§ To do
From the data below, return all lines holding the string "than".

§ Input data
----

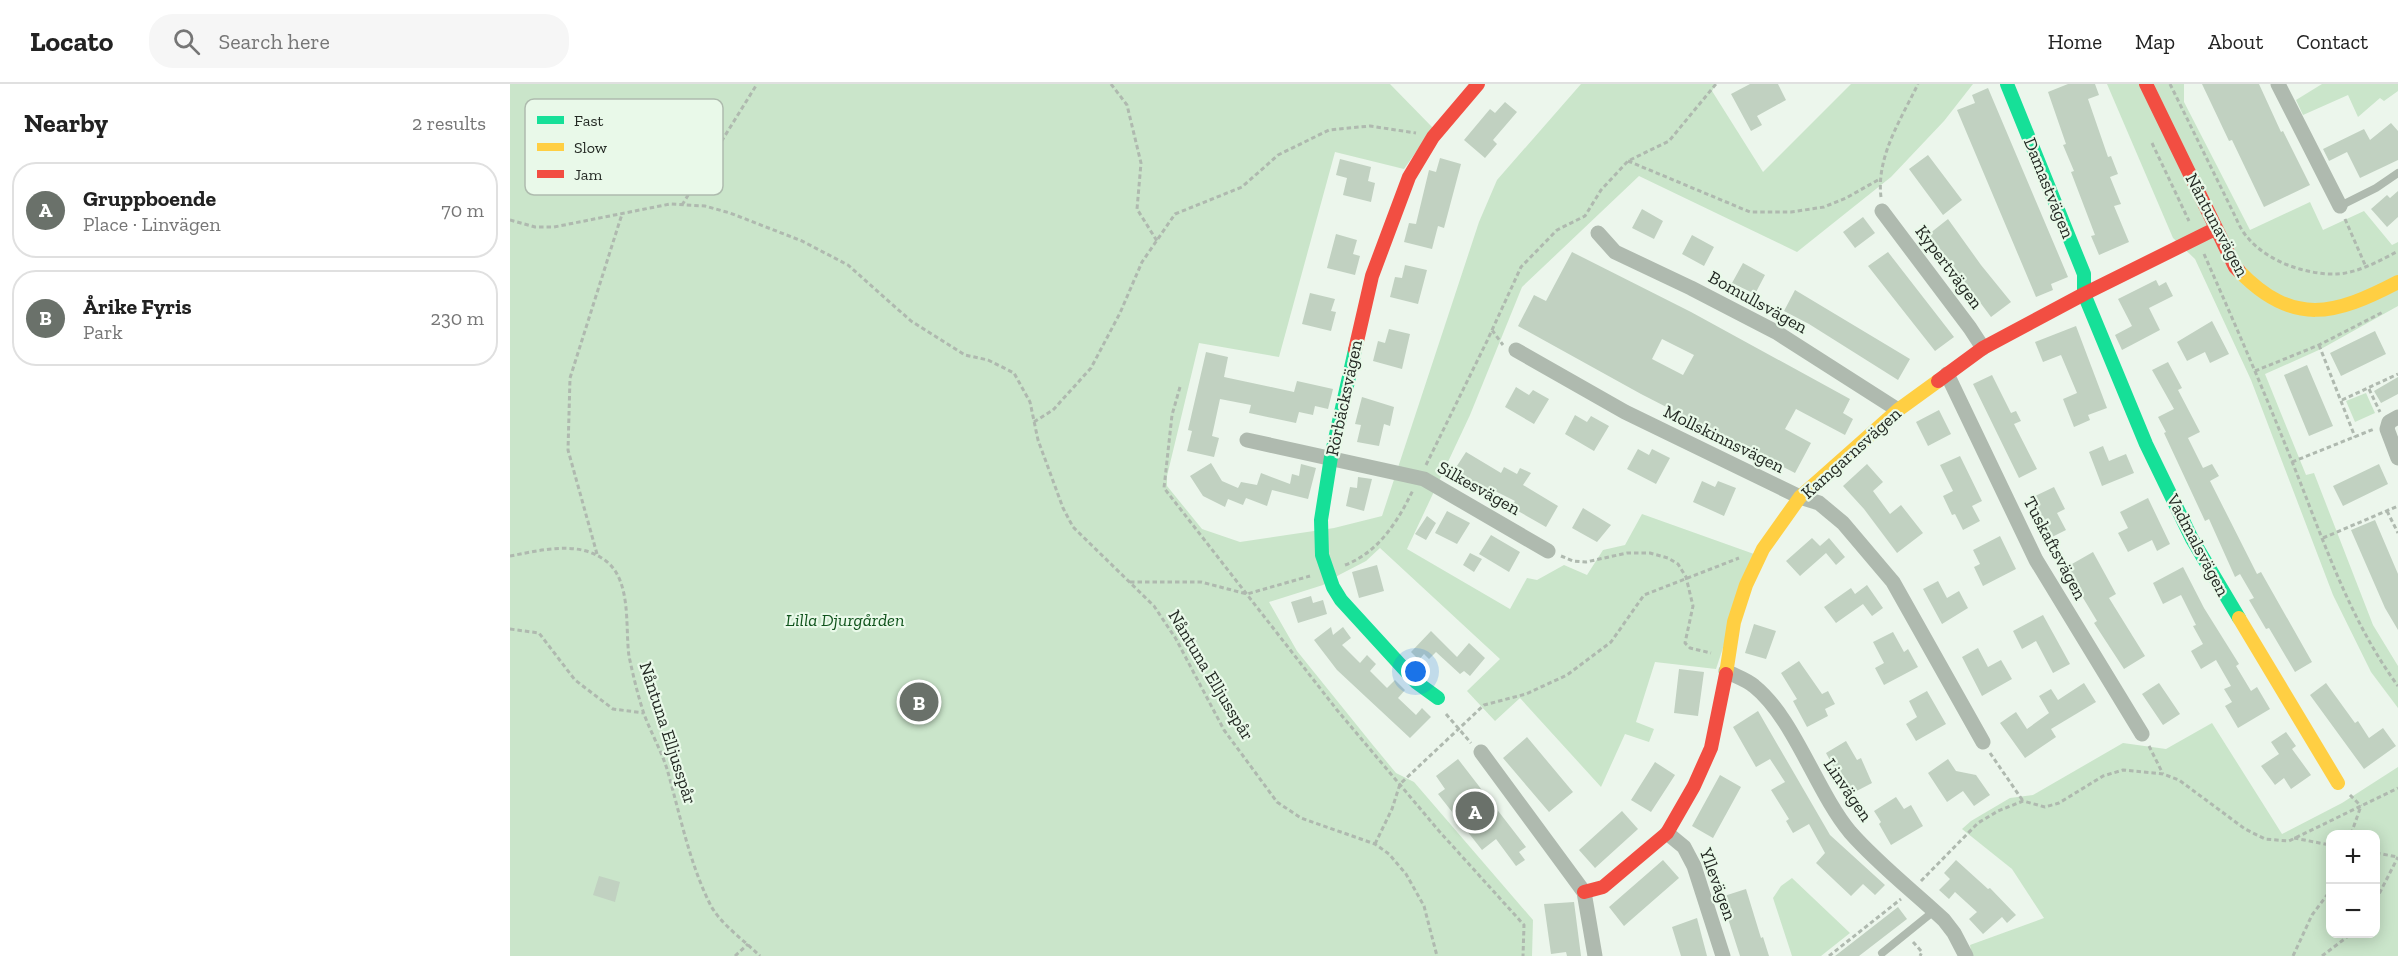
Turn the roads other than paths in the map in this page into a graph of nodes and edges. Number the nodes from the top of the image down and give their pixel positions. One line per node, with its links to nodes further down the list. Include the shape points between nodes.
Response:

----

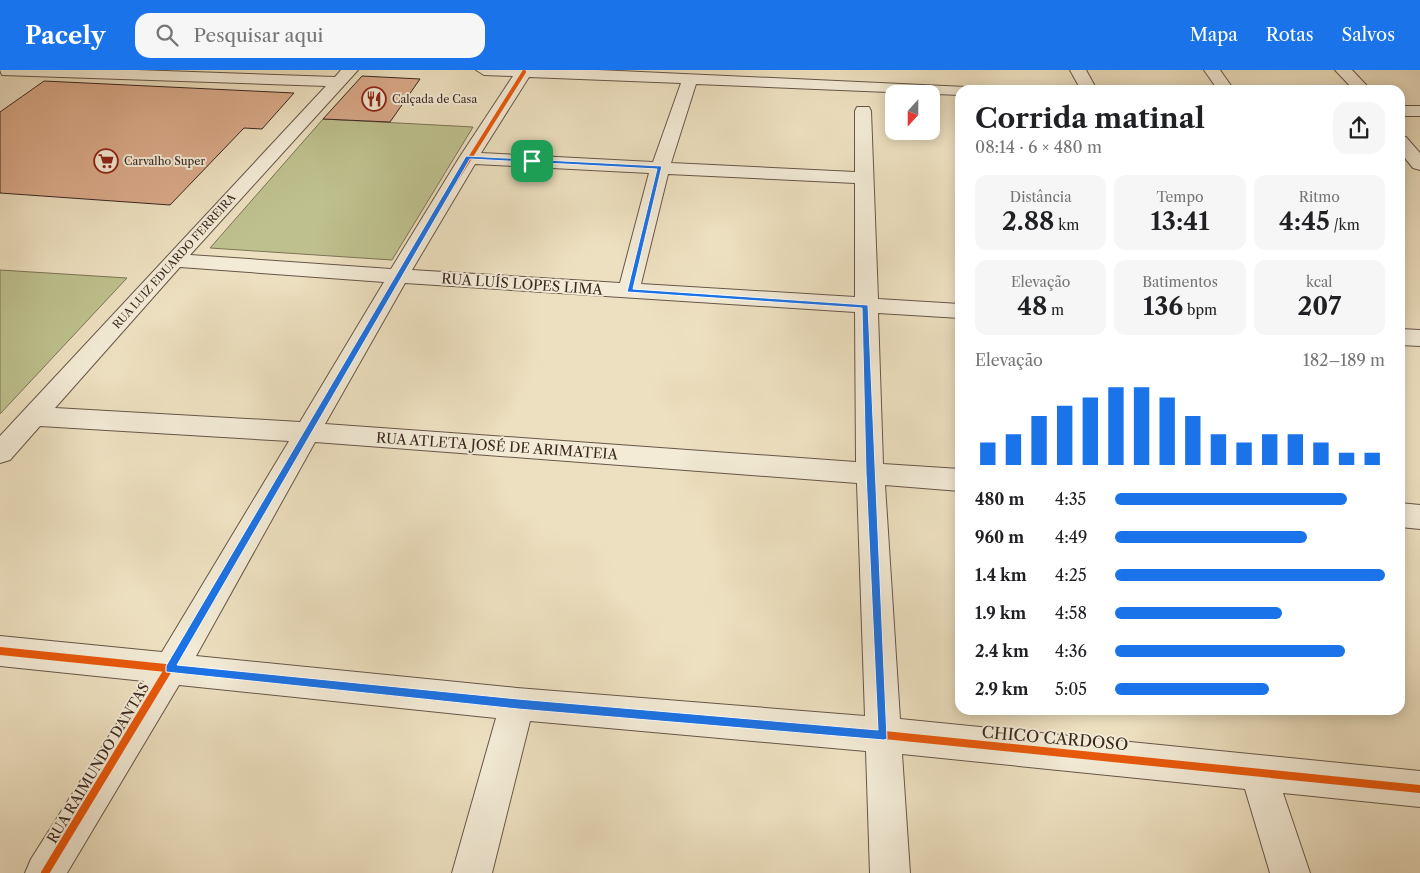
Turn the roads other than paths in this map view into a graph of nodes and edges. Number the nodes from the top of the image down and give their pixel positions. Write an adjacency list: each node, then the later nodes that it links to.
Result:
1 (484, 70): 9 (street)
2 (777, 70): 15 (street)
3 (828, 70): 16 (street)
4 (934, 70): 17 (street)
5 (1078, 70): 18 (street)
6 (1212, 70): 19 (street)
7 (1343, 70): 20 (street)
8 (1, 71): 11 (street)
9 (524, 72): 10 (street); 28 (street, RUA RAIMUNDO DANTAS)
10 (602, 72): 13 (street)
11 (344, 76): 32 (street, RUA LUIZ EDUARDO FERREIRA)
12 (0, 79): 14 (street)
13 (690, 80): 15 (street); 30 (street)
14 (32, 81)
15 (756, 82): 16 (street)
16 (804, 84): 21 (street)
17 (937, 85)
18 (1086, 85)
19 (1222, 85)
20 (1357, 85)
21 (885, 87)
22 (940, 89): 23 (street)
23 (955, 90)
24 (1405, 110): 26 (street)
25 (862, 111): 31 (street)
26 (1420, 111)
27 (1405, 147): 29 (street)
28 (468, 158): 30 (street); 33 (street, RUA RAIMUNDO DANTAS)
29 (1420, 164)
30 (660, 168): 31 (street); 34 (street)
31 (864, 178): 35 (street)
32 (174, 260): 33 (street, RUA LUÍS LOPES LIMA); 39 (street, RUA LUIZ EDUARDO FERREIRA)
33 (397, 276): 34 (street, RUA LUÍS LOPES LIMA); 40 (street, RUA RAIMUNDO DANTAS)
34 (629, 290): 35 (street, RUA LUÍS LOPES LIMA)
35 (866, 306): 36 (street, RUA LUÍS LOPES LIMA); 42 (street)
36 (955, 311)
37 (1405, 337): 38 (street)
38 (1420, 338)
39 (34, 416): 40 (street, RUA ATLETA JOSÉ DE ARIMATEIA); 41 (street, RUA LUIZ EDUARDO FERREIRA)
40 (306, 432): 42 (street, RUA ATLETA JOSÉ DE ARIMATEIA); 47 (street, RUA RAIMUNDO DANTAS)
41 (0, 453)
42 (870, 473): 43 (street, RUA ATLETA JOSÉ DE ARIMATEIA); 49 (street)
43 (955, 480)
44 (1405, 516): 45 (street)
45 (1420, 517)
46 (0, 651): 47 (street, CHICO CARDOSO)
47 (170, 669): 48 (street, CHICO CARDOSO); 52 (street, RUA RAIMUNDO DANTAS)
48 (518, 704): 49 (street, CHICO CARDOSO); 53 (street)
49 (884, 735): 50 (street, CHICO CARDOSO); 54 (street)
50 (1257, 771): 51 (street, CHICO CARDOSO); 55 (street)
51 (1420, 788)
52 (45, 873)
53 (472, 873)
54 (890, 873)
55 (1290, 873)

----

§ Exercise response
Turn the roads other than paths in the map in this page into a graph of nodes and edges. Number the nodes from the top of the image down and give their pixel positions. One line per node, with its links to nodes further down the list. Include the shape points between nodes.
Turn the roads other than paths in this map view into a graph of nodes and edges. Number the nodes from the top of the image down and give their pixel positions. Write an adjacency list: each node, then the later nodes that it links to.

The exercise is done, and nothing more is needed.